- _YOUR TASK_
If a line in the records below contains the word "Cultura", copy it out.

(DATA TO EXAMINE Opens)

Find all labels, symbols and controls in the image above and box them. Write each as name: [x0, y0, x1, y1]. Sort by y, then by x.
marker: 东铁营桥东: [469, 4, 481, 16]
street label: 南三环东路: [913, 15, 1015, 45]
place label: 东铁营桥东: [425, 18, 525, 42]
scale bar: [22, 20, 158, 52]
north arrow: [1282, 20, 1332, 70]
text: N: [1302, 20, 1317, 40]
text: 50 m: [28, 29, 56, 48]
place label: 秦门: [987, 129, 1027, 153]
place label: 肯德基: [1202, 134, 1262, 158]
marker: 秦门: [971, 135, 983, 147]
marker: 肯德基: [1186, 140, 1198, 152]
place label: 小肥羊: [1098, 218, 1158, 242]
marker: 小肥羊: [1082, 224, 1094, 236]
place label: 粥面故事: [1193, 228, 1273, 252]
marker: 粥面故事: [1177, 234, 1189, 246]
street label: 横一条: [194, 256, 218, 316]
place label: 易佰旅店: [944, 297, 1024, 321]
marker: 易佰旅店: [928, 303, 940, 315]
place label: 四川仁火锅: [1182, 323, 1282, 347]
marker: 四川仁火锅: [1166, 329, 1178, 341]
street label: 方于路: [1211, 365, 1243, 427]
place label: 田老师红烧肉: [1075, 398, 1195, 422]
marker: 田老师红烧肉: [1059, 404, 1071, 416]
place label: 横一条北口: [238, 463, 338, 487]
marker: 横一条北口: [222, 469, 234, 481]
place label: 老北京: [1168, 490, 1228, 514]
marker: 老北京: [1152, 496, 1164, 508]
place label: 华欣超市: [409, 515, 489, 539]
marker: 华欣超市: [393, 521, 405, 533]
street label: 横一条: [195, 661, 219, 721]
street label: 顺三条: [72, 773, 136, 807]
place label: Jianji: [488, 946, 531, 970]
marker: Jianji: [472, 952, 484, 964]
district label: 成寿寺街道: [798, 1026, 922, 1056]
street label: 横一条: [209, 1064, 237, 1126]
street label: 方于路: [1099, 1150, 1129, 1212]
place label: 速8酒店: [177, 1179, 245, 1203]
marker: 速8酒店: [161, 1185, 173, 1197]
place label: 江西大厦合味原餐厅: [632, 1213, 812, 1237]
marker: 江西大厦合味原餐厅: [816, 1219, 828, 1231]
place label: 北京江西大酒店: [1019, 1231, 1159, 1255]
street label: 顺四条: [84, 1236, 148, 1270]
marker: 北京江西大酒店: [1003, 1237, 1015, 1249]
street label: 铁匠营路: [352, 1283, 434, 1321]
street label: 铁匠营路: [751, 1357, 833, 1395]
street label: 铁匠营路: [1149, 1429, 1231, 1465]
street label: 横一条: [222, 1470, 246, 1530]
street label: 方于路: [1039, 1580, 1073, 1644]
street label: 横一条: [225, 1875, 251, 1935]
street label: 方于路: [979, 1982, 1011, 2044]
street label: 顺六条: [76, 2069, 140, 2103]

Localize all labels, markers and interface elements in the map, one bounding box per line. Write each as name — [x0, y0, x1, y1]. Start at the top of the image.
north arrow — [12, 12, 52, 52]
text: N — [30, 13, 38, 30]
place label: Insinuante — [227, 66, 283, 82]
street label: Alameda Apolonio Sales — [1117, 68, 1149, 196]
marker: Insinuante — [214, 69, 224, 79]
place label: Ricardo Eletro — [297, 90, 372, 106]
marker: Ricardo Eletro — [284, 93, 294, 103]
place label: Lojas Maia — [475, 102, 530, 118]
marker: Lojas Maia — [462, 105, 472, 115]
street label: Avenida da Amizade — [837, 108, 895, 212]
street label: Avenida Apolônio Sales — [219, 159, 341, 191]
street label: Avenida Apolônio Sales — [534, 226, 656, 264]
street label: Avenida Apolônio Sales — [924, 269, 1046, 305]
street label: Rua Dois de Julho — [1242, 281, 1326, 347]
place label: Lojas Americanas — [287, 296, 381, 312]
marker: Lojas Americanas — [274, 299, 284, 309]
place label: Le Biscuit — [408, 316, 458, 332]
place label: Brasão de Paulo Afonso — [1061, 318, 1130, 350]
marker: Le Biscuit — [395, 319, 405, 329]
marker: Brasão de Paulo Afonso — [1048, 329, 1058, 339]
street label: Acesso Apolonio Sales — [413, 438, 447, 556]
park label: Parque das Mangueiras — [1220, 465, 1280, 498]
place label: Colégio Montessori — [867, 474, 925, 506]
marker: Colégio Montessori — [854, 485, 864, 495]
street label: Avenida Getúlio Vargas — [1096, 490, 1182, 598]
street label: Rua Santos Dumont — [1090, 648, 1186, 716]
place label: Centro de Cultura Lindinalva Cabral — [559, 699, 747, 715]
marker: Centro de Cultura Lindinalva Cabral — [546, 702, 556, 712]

(DATA TO EXAMINE Closes)

- _PROBLEM SOLUTION_
place label: Centro de Cultura Lindinalva Cabral — [559, 699, 747, 715]
marker: Centro de Cultura Lindinalva Cabral — [546, 702, 556, 712]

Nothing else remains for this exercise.